• [Task to complete]: From the entries below, copy every line that holds the word "Smith".

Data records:
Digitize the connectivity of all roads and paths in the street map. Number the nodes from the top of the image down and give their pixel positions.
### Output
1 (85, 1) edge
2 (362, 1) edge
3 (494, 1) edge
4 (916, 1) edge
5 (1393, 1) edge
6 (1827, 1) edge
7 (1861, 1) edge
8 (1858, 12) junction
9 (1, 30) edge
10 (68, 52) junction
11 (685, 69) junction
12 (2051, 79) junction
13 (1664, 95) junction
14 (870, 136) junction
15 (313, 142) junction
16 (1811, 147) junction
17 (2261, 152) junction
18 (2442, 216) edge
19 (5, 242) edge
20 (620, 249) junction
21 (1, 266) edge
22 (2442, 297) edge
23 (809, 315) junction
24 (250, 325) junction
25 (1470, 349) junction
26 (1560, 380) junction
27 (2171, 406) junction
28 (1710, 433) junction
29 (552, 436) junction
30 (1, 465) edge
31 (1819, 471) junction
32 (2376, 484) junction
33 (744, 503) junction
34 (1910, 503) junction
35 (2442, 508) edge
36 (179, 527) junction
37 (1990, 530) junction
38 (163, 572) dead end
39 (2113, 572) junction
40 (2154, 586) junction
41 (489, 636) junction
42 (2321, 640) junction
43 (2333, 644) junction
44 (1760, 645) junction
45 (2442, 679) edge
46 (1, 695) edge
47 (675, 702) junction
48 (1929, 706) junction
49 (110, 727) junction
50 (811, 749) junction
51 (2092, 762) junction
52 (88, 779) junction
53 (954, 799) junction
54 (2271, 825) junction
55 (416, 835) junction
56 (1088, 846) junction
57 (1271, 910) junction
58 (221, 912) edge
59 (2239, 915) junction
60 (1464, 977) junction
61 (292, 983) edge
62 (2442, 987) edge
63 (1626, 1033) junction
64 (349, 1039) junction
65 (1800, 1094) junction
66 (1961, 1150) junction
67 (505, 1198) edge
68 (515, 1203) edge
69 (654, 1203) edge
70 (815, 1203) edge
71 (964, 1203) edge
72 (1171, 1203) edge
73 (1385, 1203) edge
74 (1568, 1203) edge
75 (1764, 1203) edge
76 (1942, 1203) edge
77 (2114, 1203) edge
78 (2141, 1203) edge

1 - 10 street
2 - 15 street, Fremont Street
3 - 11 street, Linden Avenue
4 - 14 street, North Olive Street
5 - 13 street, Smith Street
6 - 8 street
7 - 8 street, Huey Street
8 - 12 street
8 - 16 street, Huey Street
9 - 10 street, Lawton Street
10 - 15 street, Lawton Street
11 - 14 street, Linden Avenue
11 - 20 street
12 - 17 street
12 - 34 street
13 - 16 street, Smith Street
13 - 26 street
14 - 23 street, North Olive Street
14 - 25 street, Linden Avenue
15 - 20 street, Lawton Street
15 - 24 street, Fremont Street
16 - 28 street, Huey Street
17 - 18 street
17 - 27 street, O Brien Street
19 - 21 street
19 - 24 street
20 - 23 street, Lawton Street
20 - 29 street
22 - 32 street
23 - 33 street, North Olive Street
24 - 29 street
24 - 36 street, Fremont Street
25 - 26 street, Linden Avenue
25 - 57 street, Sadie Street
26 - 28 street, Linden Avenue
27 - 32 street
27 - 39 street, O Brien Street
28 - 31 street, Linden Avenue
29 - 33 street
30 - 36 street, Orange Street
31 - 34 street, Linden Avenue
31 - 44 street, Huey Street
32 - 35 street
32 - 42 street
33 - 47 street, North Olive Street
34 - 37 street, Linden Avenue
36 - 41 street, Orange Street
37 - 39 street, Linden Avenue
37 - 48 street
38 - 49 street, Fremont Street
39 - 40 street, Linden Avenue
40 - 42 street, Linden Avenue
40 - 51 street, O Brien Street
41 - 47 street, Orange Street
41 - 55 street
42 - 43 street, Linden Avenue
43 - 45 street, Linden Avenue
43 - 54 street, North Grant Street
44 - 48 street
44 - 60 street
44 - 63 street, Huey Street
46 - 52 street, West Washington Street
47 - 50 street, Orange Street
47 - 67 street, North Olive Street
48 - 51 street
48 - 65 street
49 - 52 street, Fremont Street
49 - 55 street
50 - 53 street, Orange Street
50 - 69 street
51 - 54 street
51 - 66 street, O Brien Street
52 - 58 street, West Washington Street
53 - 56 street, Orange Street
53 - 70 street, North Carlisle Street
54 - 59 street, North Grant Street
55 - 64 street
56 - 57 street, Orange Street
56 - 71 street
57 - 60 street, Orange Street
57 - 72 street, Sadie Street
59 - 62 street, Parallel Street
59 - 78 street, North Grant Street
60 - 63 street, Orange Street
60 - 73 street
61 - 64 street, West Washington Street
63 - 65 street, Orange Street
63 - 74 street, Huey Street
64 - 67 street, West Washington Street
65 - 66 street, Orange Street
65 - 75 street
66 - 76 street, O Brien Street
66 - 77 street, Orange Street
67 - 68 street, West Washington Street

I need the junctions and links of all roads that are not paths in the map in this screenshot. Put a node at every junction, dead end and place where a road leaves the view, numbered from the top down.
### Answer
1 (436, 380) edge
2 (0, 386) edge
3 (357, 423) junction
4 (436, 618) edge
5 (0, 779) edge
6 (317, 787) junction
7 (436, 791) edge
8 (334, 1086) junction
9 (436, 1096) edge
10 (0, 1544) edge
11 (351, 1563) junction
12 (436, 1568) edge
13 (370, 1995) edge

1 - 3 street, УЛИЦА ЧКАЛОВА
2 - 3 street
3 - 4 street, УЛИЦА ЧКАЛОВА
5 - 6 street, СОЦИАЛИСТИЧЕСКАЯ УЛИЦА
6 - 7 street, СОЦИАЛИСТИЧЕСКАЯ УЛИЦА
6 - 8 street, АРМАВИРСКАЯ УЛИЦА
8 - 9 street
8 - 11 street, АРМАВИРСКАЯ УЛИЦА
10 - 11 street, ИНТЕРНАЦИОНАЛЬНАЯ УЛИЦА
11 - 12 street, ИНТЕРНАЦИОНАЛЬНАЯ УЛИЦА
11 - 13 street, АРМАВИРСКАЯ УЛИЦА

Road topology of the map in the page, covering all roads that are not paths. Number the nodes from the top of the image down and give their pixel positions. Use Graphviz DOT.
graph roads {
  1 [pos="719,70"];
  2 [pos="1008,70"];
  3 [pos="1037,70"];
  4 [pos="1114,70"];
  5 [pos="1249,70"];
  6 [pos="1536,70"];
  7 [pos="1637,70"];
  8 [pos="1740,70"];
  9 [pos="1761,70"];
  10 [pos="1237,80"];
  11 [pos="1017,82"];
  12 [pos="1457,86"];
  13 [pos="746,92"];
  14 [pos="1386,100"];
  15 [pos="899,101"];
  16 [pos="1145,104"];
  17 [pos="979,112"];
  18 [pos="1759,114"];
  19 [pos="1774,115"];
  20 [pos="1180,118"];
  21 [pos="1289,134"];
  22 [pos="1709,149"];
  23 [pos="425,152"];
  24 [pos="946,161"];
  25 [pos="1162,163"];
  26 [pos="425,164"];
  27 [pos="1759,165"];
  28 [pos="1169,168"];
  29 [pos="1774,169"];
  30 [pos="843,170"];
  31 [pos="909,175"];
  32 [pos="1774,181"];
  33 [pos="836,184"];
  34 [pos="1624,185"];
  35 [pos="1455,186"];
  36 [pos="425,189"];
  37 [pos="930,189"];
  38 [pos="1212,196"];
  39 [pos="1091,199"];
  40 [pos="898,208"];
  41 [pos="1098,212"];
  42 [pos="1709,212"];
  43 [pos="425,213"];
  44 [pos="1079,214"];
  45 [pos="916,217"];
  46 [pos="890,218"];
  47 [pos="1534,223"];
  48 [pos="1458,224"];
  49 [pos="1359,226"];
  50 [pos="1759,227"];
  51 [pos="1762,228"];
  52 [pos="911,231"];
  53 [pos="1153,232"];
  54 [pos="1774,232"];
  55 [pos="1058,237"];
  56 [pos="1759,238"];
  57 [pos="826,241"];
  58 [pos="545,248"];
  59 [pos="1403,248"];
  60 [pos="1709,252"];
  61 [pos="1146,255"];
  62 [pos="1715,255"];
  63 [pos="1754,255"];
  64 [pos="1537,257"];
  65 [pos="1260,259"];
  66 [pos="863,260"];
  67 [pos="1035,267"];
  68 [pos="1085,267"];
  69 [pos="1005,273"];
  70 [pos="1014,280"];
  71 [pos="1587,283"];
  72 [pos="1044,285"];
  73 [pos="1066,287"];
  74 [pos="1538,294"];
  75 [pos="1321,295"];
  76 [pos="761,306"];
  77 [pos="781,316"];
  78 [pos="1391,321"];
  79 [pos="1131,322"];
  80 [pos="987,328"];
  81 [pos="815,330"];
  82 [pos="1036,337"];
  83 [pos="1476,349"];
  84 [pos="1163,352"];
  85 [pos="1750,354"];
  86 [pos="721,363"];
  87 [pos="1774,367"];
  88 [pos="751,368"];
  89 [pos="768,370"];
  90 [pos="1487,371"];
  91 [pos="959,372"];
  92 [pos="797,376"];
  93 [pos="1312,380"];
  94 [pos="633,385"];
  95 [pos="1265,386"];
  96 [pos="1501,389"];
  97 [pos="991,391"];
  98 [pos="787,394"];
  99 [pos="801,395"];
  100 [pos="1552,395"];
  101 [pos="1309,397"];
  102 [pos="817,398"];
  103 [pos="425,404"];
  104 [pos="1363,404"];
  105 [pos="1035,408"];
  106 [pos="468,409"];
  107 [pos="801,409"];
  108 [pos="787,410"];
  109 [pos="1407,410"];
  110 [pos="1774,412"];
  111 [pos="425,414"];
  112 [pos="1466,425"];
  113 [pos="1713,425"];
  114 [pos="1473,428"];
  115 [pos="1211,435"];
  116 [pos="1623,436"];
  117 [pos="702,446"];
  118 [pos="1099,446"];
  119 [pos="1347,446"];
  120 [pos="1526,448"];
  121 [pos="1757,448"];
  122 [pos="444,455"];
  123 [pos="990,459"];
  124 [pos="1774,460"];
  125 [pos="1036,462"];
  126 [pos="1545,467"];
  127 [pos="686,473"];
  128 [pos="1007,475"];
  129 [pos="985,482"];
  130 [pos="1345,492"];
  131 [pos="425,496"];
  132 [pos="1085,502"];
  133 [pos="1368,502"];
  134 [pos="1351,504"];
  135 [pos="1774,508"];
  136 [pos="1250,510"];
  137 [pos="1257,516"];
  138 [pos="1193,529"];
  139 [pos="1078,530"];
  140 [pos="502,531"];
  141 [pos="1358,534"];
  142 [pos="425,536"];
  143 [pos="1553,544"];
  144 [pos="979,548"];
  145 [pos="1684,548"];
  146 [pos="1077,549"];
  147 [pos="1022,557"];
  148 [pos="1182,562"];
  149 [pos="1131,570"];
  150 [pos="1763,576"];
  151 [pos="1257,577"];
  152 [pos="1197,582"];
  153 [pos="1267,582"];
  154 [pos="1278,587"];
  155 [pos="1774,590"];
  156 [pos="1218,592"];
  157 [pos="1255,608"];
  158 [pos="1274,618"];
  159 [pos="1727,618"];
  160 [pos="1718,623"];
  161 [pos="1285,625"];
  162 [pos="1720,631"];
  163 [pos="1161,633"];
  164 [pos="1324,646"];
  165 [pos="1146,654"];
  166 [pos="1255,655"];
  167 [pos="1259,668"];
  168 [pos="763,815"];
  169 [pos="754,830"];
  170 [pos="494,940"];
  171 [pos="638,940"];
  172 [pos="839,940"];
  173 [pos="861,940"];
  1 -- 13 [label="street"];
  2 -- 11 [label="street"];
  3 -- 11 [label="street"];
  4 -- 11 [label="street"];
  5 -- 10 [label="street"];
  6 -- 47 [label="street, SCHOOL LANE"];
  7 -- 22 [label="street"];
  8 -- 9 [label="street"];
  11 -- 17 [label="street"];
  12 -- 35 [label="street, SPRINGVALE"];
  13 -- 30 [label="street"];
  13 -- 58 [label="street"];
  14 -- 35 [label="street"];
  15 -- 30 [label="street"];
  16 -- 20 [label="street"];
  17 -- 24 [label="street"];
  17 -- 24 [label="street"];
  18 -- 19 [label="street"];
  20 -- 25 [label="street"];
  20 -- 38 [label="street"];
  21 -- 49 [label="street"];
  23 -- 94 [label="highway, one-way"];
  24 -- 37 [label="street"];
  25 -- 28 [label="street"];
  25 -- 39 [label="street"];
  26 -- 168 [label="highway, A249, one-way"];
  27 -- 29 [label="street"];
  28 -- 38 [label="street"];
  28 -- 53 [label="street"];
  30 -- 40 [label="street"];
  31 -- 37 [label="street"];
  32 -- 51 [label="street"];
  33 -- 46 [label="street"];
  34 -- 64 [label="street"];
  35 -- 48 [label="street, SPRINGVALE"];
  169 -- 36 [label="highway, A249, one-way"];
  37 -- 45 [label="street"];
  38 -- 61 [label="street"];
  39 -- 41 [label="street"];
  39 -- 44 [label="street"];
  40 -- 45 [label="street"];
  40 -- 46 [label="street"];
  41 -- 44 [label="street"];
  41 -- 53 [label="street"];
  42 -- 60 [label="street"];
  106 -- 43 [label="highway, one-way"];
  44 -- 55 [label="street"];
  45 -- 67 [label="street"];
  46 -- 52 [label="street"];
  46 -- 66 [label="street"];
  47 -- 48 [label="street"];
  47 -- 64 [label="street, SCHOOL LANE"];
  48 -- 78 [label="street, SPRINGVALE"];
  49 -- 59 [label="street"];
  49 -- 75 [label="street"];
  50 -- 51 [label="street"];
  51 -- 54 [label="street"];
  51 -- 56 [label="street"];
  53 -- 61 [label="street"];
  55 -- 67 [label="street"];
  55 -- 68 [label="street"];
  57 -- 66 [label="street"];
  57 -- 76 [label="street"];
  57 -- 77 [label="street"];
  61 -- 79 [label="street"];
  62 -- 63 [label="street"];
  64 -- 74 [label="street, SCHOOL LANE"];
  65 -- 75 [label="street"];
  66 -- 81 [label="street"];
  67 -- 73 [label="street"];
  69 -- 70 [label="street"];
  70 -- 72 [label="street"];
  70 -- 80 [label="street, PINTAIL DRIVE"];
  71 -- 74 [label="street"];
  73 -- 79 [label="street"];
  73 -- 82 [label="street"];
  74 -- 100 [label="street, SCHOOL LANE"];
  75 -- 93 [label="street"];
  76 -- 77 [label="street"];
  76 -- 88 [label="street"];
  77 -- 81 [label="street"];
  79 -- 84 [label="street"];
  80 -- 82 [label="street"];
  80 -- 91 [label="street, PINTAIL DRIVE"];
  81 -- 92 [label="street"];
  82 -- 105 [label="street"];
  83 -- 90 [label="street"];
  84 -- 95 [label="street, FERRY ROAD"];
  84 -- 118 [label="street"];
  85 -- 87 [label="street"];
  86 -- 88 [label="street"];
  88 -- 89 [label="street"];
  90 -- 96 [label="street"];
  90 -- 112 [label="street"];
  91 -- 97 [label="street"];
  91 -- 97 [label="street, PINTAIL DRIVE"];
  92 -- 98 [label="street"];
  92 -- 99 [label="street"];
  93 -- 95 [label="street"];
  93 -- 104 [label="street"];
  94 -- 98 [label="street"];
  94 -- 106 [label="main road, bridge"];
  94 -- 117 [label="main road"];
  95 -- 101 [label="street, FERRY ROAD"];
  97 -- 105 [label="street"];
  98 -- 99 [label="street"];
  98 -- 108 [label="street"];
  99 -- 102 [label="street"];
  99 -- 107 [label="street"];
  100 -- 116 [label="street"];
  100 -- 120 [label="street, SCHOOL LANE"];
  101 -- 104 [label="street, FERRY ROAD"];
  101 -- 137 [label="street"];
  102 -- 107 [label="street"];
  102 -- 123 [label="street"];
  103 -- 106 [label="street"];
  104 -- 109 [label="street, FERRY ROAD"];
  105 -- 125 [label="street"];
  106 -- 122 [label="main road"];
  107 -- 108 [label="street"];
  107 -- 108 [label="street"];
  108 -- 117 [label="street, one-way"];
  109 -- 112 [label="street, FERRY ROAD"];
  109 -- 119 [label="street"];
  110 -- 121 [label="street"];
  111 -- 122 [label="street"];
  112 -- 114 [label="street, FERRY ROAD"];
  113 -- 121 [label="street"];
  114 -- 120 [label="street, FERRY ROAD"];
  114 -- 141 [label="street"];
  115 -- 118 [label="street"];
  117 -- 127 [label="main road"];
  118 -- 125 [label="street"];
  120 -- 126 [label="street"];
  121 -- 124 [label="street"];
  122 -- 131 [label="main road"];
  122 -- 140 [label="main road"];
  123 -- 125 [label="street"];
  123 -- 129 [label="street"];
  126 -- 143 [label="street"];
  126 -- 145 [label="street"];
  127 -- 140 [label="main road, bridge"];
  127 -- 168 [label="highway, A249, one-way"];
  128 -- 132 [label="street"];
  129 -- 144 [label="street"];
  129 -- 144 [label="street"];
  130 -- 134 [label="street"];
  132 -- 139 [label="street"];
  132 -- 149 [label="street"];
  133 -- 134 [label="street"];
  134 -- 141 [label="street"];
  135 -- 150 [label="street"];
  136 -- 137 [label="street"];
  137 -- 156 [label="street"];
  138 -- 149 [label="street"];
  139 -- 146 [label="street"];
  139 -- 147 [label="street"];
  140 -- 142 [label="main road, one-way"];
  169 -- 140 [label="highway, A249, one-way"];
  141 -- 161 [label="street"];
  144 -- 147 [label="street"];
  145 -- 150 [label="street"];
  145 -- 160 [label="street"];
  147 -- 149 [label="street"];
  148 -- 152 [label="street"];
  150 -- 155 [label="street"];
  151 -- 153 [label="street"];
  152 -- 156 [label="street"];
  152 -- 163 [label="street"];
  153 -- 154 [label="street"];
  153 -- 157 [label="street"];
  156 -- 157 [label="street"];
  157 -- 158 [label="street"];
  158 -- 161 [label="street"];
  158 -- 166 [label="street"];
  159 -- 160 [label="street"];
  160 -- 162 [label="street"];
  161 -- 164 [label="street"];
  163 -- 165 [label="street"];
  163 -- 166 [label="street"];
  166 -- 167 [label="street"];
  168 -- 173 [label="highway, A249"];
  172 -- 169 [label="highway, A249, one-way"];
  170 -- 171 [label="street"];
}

• [Task response]:
5 - 13 street, Smith Street
13 - 16 street, Smith Street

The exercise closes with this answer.